= Timeline of overnight broadcasting in the UK =

This is a timeline of overnight television broadcasting in the United Kingdom. It focuses on programming between midnight and 6am and includes details of when channels began into the night and 24-hour broadcasting.

==1980s==
- 1983
  - LWT becomes the first station in the UK to begin broadcasting into the night when it launches Nightlife. This sees broadcasting continuing until around 2am on Friday and Saturday nights.

- 1984
  - 4–12 August – For the second week of the 1984 Summer Olympic Games, the BBC extends its live coverage until around 4am, as opposed to ending coverage between 2am to 3am during the first week.
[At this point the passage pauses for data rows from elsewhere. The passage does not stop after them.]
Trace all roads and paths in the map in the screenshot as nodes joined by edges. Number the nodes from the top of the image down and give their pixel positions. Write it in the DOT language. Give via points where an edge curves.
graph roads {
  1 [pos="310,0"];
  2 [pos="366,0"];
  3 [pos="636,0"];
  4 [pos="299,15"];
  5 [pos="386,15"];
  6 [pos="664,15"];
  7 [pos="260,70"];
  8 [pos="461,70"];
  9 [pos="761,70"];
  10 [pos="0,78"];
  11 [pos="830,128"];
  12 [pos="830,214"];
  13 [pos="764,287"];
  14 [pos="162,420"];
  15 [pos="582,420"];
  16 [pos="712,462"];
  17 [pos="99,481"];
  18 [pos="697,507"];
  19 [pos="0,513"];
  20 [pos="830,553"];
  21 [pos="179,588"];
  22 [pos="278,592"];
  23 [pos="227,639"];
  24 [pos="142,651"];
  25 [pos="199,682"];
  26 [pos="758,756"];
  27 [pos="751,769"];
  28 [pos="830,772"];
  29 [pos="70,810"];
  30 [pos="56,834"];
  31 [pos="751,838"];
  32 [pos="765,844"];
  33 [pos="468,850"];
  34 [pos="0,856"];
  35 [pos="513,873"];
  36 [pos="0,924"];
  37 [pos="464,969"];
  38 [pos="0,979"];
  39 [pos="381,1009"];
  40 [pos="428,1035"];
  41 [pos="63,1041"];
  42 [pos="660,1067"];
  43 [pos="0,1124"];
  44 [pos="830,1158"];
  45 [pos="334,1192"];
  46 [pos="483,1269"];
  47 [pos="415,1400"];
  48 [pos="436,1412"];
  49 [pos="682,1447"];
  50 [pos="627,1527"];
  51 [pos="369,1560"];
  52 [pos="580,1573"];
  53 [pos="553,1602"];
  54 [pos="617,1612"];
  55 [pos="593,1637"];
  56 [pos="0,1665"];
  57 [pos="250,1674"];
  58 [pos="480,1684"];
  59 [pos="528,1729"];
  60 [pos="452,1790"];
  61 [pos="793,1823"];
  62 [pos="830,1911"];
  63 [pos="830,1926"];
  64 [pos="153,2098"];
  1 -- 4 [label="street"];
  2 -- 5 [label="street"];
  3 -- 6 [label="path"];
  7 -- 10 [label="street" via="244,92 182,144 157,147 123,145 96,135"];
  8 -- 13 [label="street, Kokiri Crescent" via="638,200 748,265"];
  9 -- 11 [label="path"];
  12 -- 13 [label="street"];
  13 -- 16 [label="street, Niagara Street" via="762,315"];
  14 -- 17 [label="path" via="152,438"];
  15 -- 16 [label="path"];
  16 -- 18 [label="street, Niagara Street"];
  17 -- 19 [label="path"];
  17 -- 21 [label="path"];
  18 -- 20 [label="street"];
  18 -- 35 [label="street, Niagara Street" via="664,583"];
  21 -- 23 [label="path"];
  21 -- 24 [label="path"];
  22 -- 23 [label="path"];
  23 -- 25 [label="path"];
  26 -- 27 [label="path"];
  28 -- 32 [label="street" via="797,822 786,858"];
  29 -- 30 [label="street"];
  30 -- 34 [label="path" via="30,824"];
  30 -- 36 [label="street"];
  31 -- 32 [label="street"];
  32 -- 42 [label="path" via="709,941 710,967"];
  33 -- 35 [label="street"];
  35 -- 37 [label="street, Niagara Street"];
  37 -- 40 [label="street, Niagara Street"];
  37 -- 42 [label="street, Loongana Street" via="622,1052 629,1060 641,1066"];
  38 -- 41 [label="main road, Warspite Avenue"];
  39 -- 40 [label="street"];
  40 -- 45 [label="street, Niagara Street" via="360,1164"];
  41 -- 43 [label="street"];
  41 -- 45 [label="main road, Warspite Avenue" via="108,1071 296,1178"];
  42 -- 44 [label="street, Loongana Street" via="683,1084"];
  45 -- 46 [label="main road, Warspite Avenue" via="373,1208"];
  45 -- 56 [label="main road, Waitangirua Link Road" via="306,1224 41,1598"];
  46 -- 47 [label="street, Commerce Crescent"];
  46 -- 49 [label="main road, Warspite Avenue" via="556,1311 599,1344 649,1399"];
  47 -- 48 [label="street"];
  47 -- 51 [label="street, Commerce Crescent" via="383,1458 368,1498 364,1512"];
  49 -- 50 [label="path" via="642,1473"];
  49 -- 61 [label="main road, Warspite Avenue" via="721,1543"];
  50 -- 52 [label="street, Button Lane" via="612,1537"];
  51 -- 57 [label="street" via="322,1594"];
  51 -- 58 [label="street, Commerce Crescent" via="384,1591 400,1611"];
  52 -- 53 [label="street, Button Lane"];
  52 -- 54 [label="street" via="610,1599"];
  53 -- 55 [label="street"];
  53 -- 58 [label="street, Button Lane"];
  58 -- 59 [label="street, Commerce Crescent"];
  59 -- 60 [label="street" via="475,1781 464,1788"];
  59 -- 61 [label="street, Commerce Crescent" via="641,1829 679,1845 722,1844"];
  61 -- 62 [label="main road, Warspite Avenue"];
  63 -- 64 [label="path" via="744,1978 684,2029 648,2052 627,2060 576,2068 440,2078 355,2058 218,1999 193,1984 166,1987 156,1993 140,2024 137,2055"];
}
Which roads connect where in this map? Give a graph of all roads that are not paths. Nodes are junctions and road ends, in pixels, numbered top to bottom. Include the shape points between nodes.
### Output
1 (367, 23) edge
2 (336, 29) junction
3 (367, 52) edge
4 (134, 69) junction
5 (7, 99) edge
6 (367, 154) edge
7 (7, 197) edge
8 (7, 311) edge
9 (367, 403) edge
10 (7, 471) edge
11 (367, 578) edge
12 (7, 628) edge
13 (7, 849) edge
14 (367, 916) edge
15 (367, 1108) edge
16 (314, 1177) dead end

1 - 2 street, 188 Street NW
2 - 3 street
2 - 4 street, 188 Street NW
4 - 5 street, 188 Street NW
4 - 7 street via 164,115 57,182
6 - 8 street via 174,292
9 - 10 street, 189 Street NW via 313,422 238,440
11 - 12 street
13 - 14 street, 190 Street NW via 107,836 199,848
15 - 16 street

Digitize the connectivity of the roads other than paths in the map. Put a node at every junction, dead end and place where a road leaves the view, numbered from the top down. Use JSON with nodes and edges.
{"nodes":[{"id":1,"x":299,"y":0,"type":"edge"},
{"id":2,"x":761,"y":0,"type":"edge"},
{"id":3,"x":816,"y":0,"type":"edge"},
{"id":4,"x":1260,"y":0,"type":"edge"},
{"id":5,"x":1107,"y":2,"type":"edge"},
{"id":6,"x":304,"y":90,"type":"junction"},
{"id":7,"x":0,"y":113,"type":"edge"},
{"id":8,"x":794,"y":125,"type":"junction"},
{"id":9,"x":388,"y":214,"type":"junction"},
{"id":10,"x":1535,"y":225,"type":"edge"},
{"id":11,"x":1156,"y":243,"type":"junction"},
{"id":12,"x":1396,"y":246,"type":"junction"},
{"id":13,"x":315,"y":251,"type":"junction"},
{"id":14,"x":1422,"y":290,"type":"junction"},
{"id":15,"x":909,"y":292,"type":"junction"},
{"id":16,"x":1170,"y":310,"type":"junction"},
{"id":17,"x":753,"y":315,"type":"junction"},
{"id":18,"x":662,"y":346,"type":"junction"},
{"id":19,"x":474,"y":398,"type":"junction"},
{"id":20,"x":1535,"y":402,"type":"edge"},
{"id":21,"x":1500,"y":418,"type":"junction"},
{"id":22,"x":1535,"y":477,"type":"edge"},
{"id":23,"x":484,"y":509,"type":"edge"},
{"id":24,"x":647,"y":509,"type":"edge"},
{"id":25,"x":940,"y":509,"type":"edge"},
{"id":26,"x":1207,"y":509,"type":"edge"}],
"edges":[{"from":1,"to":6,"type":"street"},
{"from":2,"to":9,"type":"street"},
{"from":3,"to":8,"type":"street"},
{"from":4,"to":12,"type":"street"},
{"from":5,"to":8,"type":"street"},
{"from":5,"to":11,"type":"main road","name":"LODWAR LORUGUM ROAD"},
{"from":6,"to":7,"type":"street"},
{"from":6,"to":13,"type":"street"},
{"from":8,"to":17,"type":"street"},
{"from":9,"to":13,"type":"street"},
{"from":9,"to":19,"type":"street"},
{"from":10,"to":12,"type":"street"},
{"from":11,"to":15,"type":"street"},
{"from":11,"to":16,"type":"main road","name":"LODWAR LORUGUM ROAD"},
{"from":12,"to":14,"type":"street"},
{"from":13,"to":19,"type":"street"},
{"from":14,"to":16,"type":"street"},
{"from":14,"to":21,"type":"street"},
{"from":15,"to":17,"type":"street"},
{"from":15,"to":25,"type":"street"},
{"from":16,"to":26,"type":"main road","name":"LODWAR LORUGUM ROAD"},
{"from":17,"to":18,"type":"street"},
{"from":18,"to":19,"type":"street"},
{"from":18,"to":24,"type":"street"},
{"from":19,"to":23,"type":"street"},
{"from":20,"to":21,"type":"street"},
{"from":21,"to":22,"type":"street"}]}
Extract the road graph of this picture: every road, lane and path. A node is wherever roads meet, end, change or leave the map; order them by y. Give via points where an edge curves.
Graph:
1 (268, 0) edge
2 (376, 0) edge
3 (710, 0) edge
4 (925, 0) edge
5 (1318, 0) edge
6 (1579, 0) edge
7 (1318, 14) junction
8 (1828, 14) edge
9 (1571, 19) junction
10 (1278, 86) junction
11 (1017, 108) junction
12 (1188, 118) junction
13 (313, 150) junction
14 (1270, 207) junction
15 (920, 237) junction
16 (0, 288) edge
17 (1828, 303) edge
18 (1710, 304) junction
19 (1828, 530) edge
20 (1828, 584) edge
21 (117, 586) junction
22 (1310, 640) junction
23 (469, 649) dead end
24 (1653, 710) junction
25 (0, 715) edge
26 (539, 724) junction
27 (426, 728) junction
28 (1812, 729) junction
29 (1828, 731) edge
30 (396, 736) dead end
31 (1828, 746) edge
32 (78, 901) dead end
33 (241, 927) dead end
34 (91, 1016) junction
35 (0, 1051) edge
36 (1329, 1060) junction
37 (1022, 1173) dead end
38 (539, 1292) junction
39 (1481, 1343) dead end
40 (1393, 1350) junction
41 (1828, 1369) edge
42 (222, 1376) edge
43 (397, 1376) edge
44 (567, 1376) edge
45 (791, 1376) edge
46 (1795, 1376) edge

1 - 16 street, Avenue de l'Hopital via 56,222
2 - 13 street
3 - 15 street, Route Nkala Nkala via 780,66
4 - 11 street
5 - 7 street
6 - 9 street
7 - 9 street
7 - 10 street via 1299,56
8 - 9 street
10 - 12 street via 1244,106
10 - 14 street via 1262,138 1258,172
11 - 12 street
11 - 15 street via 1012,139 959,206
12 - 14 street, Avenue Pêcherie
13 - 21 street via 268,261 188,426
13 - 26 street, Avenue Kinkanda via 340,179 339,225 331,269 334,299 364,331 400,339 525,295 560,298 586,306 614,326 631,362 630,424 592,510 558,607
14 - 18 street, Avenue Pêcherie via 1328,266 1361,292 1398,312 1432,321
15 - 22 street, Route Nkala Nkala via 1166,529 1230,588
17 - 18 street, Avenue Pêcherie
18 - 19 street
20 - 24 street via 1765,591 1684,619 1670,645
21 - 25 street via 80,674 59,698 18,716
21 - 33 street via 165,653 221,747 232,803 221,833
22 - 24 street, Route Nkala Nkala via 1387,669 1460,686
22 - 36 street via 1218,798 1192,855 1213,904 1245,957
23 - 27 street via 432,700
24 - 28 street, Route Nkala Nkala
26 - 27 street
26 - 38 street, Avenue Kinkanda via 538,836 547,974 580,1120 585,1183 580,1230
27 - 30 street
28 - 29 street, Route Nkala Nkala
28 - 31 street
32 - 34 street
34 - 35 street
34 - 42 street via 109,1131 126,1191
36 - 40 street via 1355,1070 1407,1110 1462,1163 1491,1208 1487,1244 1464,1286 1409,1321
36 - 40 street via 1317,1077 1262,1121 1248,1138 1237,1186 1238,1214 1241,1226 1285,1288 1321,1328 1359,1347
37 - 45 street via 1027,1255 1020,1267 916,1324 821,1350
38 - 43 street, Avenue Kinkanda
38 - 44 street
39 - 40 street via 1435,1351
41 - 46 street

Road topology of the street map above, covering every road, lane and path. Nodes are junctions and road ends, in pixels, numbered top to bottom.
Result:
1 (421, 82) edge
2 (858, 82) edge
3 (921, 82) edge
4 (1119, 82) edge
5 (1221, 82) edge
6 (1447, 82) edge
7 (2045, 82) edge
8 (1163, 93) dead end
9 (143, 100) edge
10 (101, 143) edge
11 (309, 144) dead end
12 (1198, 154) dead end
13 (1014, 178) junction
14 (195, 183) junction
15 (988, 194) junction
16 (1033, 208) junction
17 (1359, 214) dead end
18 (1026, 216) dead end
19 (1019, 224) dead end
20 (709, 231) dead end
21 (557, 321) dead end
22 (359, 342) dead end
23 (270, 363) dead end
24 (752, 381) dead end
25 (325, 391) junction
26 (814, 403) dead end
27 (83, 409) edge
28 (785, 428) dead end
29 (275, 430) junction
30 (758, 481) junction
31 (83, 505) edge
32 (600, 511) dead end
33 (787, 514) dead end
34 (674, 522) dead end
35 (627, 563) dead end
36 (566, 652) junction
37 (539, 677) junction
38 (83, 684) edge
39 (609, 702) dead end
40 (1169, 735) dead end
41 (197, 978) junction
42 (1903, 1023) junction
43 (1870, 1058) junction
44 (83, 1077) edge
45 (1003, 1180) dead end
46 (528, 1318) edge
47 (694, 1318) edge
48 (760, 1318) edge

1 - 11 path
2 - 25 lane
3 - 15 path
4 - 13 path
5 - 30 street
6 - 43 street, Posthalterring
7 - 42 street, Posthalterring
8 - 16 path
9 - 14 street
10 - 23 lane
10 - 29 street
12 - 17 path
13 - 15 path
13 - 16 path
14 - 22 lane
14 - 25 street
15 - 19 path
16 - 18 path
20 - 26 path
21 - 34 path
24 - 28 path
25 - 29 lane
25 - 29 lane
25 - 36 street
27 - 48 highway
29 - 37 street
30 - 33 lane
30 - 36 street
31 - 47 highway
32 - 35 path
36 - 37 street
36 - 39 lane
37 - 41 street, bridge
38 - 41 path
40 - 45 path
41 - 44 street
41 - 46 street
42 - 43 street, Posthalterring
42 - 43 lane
Rather than closing down, the BBC fills the gap with Ceefax Olympics AM which provides news from the Games to fill the gap between the end of live coverage and the start of Olympic Breakfast Time.

- 1985
  - No events.

- 1986
  - 2 April – Central launches a Jobfinder service which is shown for one hour after the end of the day's programming. It becomes the first in-vision teletext service to be seen on ITV.
  - 9 August – Yorkshire launches an experimental overnight service, simulcasting the satellite TV channel Music Box. YTV carries Music Box until 6am, and not until the start of TV-am because 6am was when the national breakfast franchise hours began, regardless of whether programmes were actually being broadcast. Therefore, there was a short programming break because in this year, TV-am wasn't starting its day until 6:15am (weekdays) and 6:55am (weekends).

- 1987
  - 3 January – Closedowns reappear on Yorkshire when its experiment with 24-hour television is put on hiatus.
  - 13 January – Yorkshire becomes the second ITV region to launch a Jobfinder service and, like Central, it broadcasts for an hour after closedown.
  - 23 April
    - Channel 4 starts broadcasting into the early hours on Thursdays, Fridays and Saturdays when it launches Nightime. One of the programmes is the discussion show After Dark which was broadcast live and with no scheduled end time.
    - Yorkshire extends broadcasting into the early hours on Thursday, Friday and Saturday nights by introducing a Through Till Three strand.
  - 25 April – Central becomes the first station to keep its transmitters on air all night on a permanent basis when it launches More Central. Programmes are shown until around 3am on weekdays and 4am at the weekend, with the rest of the night filled by its Jobfinder service.
  - 1 June – Thames launches Thames Into the Night, broadcasting until around 4am.
  - 17 August – Thames becomes the first ITV company to launch a full 24-hour service.
  - 28 August
    - LWT and Anglia begin 24-hour transmissions.
    - LWT launches the UK's first overnight show Night Network.
  - 7 December – Tyne Tees begins 24-hour broadcasting. It does so by launching a Jobfinder service which is shown each night from its usual closedown time until the start of TV-am at 6am. Tyne Tees broadcasts Jobfinder in silence, as opposed to other regions which accompany their Jobfinder programme with music.

- 1988
  - 25 January – TVS launches Late Night Late and gradually extends its broadcast hours over the next few months.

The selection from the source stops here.